Cervical X-Ray for Diagnosing Cervical Radiculopathy
Cervical X-rays are useful as an initial screening tool for cervical radiculopathy but have significant limitations—they can identify spondylosis, disc degeneration, and malalignment, but they cannot visualize the soft tissue pathology (disc herniation, nerve root compression) that actually causes most cervical radiculopathy. 1
Role of Cervical X-Ray in the Diagnostic Algorithm
Cervical radiographs serve as a reasonable first-line imaging modality when evaluating chronic neck pain with radicular symptoms 1. They effectively demonstrate:
- Degenerative disc disease (disc height loss)

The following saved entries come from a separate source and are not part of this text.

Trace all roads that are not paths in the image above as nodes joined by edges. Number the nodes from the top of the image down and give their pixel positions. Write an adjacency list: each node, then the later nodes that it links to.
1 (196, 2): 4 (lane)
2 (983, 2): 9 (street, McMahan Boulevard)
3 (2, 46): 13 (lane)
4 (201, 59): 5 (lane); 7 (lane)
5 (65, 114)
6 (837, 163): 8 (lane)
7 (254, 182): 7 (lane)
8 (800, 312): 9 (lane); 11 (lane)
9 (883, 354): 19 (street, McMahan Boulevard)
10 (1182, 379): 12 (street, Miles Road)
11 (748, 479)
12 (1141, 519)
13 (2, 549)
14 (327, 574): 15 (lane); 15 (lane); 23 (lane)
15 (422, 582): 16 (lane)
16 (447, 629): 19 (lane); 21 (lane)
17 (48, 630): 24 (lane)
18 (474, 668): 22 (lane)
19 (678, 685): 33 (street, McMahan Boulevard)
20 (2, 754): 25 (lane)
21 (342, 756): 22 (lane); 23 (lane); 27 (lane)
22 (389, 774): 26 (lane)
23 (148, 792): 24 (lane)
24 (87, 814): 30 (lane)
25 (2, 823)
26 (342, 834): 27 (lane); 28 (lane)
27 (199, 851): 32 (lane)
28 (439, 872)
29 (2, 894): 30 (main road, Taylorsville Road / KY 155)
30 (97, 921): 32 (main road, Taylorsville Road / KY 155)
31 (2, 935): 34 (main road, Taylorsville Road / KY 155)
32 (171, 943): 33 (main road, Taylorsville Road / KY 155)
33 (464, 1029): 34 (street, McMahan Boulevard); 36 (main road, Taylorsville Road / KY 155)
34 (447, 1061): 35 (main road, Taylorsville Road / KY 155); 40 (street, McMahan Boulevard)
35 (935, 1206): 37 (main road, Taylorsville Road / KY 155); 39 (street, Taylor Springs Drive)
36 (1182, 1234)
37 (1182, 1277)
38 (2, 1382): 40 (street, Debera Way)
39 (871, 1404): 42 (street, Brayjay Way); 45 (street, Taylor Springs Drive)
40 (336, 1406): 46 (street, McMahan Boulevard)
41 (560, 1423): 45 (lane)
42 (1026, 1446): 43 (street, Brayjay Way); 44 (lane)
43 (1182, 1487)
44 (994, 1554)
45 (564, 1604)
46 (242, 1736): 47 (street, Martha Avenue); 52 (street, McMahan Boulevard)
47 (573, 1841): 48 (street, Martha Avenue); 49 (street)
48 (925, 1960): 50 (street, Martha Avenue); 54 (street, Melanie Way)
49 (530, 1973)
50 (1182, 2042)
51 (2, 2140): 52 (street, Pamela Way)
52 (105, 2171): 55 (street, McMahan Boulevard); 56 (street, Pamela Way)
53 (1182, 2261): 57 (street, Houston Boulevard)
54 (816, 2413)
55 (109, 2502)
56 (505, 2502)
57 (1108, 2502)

- Spondylosis and osteophyte formation
- Vertebral malalignment
- Facet joint arthropathy
However, the critical limitation is that X-rays cannot visualize the actual nerve root compression or disc herniation that causes radiculopathy 2, 3. Since 75-90% of cervical radiculopathy cases are caused by soft disc herniation or combined soft/hard disc pathology 1, plain radiographs will miss the primary pathology in most patients.
When X-Ray Is Appropriate
Use cervical X-rays when:
- Initial screening for structural abnormalities in patients with neck pain and radicular symptoms
- Assessing for gross instability with flexion-extension views
- Evaluating bony alignment and degenerative changes
- Cost or access limitations prevent immediate advanced imaging
Critical Caveat About X-Ray Findings
A major pitfall: degenerative changes on X-ray are extremely common in asymptomatic individuals—in one study of 1,581 patients, 53.9% showed disc degenerative changes, with prevalence increasing with age, yet the association with clinical symptoms remains unclear 1. This means positive X-ray findings do not confirm the diagnosis, and negative findings do not exclude it.
When to Move Beyond X-Ray
MRI without contrast is the definitive imaging modality for diagnosing cervical radiculopathy because it directly visualizes:
- Disc herniation
- Nerve root compression
- Spinal cord involvement
- Soft tissue pathology
Proceed directly to MRI (bypassing X-ray) when patients present with:
- Clear radicular symptoms (dermatomal pain, sensory deficits, motor weakness)
- "Red flag" symptoms suggesting serious pathology
- Consideration for surgical intervention
- Failed conservative management requiring definitive diagnosis
CT myelography serves as an alternative when MRI is contraindicated 1.
The Bottom Line for Clinical Practice
Start with cervical X-rays for initial assessment if you're managing conservatively and want to screen for gross structural problems, but understand you're not actually seeing the pathology causing the radiculopathy. If symptoms persist beyond 6-8 weeks of conservative management, if there are significant neurological deficits, or if surgical intervention is being considered, proceed directly to MRI—this is what will actually show you the compressed nerve root 1, 3, 4.
The reproducibility of identifying degenerative features on X-ray is substantial to excellent (kappa ≥0.60) 5, so when present, the findings are reliable—they just don't tell you if those findings are causing the patient's symptoms.